Stage 1 - Assemble the input columns into a single column 'features'. Use all the columns except SoundLevelDecibels as input features.

In [22]:
# Define the VectorAssembler pipeline stage
inputCols = [col for col in df.columns if col != 'SoundLevelDecibels']
assembler = VectorAssembler(inputCols=inputCols, outputCol='features')

Stage 2 - Scale the 'features' using standard scaler and store in 'scaledFeatures' column.

In [23]:
#  Define the StandardScaler pipeline stage
scaler = StandardScaler(inputCol='features', outputCol='scaledFeatures')

Stage 3 - Create a LinearRegression model to predict the label 'SoundLevelDecibels'.

In [24]:
# Define the LinearRegression stage
lr = LinearRegression(featuresCol='scaledFeatures', labelCol='SoundLevelDecibels')

**Build the pipeline**

Build a pipeline using the above three stages


In [25]:
# Build the pipeline
pipeline = Pipeline(stages=[assembler, scaler, lr])

**Train/Test Split**

In [26]:
# Split the data into training and testing sets in a ration of 70:30
(trainingData, testingData) = df.randomSplit([0.7, 0.3], seed=42)

**Model Training**

In [27]:
# Fit the pipeline with the training data
pipelineModel = pipeline.fit(trainingData)

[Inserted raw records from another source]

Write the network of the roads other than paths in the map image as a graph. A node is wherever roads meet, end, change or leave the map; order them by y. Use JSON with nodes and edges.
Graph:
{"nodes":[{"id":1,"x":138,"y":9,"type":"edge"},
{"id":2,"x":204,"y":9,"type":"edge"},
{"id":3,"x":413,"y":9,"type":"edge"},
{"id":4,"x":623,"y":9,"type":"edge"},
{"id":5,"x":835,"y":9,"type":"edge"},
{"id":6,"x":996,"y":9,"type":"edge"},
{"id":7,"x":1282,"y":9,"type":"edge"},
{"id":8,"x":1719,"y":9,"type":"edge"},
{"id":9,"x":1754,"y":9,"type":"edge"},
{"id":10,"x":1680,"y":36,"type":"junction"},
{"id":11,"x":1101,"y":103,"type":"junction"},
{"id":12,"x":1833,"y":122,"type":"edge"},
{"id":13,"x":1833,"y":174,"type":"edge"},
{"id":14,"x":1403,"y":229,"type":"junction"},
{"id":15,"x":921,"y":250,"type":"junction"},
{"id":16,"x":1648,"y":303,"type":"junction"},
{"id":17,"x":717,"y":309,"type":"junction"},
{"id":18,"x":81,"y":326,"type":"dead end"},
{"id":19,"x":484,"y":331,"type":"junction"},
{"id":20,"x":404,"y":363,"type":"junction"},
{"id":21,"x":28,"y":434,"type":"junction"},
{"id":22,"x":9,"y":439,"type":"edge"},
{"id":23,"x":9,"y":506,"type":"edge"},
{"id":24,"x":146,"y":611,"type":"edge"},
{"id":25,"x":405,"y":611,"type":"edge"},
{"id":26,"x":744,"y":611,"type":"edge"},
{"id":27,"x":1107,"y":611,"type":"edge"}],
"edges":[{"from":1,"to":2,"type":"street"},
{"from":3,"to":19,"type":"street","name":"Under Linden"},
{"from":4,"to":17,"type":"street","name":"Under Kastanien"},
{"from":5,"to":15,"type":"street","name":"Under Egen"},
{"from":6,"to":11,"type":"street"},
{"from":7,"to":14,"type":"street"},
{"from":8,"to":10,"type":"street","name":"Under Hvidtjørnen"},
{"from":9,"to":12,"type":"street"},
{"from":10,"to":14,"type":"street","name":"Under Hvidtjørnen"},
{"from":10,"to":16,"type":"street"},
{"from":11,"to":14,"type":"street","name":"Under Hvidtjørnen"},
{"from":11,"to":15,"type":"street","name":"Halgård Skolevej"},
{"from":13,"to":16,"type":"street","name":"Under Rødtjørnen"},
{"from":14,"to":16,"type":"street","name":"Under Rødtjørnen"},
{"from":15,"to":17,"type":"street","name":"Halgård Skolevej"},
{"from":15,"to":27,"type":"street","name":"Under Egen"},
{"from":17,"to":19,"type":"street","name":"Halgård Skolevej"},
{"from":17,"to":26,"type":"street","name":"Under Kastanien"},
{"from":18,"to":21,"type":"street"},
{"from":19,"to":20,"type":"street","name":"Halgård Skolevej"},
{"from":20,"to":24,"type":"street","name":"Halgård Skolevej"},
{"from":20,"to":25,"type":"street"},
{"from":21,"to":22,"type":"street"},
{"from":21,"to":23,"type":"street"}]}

24/02/12 09:21:51 WARN util.Instrumentation: [560aecd1] regParam is zero, which might cause numerical instability and overfitting.
24/02/12 09:21:51 WARN netlib.BLAS: Failed to load implementation from: com.github.fommil.netlib.NativeSystemBLAS
24/02/12 09:21:51 WARN netlib.BLAS: Failed to load implementation from: com.github.fommil.netlib.NativeRefBLAS
24/02/12 09:21:51 WARN netlib.LAPACK: Failed to load implementation from: com.github.fommil.netlib.NativeSystemLAPACK
24/02/12 09:21:51 WARN netlib.LAPACK: Failed to load implementation from: com.github.fommil.netlib.NativeRefLAPACK


**Part 2 Evaluation**

In [28]:
# Part 2 evaluation
print('Part 2 - Evaluation\n')

# Total rows of the loaded dataset
print('Total rows:', rowcount4, '\n')

# Total pipeline stages
ps = [str(x).split("_")[0] for x in pipeline.getStages()]
print('Pipeline Stage 1:', ps[0])
print('Pipeline Stage 2:', ps[1])
print('Pipeline Stage 3:', ps[2], '\n')

# Features and label
print('Feature columns:', pipelineModel.stages[0].getInputCols())
print('Label column:', lr.getLabelCol())

Part 2 - Evaluation

Total rows: 1499 

Pipeline Stage 1: VectorAssembler
Pipeline Stage 2: StandardScaler
Pipeline Stage 3: LinearRegression 

Feature columns: ['Frequency', 'AngleOfAttack', 'ChordLength', 'FreeStreamVelocity', 'SuctionSideDisplacement']
Label column: SoundLevelDecibels


## 3. Evaluate the Model

**Prediction**

In [29]:
# Make predictions on testing data
predictions = pipelineModel.transform(testingData)

**Evaluation of Model**

MSE

In [30]:
# Calculate the MSE
evaluator = RegressionEvaluator(predictionCol='prediction', labelCol='SoundLevelDecibels', metricName='mse')
mse = evaluator.evaluate(predictions)
print('MSE:', mse)

MSE: 21.69767261083989


MAE

In [31]:
# Calculate the MSE
evaluator = RegressionEvaluator(predictionCol='prediction', labelCol='SoundLevelDecibels', metricName='mae')
mae = evaluator.evaluate(predictions)
print('MAE:', mae)

MAE: 3.674707483470427


R-squared (R2)

In [32]:
# Calculate the R-squared score
evaluator = RegressionEvaluator(predictionCol='prediction', labelCol='SoundLevelDecibels', metricName='r2')
r2 = evaluator.evaluate(predictions)
print('R-squared:', r2)

R-squared: 0.5382661885816811


**Part 3 Evaluation**

In [33]:
# Part 3 evaluation
print('Part 3 - Evaluation\n')

# Total stages
totalstages = len(pipelineModel.stages)
print('Number of stages in the pipeline:', totalstages, '\n')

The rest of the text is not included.